Air Quality Monitors (QuantAQ's) deployed on Kingston's Andy Murphy Neighborhood Center by the Bard Community Sciences Lab
Air Quality Monitors (QuantAQ's) deployed on Kingston's Andy Murphy Neighborhood Center by the Bard Community Sciences Lab

From the article:

“Disasters themselves are nothing new. However, a colloquium of 31 microbiologists first called for the creation of a disaster microbiology field in 2021 to respond to the accelerating rate of natural disasters due to climate change. When Daniel Smith, a postdoctoral fellow at Johns Hopkins, read their report, he responded with a paper that broadened its proposed definition to include anthropogenic disasters like oil spills and nuclear accidents. “Those are also disasters, and microbiology is involved. I think those are important aspects that would be overlooked otherwise,” he says.

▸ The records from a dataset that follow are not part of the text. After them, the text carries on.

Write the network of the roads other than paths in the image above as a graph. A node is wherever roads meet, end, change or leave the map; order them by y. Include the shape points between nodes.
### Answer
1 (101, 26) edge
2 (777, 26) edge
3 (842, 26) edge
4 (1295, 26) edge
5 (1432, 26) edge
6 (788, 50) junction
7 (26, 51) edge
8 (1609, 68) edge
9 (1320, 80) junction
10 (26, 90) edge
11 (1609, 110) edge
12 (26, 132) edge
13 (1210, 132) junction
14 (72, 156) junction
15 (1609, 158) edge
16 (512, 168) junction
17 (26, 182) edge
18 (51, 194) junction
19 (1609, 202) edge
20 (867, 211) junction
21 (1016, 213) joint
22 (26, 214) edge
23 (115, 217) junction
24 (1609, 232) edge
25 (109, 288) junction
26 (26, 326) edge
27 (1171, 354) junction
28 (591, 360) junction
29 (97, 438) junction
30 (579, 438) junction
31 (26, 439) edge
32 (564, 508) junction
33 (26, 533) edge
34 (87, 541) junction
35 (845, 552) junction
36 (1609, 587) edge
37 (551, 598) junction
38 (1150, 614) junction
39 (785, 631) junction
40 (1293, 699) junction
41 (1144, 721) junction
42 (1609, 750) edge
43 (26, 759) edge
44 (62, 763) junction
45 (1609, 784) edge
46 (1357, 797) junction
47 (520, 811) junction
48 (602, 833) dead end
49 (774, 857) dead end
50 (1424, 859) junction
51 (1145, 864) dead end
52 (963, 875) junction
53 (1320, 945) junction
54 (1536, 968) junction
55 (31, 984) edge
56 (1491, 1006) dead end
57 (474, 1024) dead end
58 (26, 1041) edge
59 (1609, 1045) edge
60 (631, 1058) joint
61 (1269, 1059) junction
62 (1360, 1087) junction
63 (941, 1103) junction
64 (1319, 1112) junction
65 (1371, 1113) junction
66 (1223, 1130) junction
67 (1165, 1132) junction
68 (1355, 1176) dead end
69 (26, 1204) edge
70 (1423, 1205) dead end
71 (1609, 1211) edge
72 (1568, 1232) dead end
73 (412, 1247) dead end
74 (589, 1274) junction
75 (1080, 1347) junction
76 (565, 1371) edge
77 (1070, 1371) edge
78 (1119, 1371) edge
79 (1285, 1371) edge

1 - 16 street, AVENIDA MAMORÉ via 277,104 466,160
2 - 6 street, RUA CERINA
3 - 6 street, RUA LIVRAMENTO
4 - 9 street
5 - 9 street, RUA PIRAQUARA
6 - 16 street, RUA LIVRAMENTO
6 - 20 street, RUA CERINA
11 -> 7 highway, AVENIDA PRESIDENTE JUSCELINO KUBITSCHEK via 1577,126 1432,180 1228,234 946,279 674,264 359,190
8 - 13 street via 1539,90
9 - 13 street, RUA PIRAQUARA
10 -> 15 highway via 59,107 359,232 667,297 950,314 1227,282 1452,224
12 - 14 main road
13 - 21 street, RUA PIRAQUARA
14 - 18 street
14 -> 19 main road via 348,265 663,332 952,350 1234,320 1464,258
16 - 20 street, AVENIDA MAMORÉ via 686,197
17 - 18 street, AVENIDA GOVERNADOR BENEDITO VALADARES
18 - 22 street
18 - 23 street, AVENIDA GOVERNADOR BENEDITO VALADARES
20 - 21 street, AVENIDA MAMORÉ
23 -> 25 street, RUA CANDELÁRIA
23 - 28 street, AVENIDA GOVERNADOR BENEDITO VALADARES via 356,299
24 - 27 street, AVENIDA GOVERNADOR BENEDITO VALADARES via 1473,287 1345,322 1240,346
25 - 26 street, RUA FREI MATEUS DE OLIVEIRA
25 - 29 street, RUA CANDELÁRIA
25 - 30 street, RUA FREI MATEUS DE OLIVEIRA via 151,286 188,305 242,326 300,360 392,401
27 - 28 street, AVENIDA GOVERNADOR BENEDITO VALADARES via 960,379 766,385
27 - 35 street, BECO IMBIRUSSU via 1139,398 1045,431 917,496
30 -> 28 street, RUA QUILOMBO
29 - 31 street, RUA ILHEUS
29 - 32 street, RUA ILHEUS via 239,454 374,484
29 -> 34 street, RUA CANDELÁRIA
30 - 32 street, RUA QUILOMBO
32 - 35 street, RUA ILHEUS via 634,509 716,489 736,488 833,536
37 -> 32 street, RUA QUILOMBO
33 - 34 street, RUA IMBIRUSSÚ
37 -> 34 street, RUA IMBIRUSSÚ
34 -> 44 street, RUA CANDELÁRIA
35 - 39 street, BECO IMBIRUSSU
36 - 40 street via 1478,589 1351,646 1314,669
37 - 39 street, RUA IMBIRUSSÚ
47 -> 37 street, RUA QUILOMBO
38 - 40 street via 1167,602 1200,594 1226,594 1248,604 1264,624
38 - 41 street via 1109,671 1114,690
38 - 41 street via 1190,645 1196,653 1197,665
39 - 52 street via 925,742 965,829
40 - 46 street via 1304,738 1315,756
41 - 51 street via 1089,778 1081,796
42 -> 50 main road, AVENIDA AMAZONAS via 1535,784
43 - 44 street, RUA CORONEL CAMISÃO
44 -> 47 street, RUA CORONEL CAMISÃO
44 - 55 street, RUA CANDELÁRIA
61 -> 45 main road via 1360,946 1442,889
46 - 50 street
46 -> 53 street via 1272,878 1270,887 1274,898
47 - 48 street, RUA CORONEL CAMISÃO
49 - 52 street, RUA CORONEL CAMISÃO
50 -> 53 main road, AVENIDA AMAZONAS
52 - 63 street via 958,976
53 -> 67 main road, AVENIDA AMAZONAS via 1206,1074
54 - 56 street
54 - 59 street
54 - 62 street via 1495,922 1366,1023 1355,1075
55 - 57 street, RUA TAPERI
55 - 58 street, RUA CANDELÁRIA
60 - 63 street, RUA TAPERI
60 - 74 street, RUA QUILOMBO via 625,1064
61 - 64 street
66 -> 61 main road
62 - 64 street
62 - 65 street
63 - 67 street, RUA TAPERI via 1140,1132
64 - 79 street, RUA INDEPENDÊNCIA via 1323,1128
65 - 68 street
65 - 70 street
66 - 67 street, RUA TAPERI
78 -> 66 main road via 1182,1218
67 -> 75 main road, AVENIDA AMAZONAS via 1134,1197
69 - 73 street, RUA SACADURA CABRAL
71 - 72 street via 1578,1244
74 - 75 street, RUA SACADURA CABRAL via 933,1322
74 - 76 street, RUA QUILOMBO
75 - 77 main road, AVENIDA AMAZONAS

“We could say ‘Oh a disaster should only be from this list.’ But right now, with this changing climate and changing world, I think we need to be looking into anything that is unusual,” says Lizbeth Dávila Santiago, an environmental microbiologist at the University of Puerto Rico at Arecibo, who was one of the presenters in Houston. She and Smith agree that now is the time to understand the microbiological impacts of disasters before they become more frequent in the coming decades.”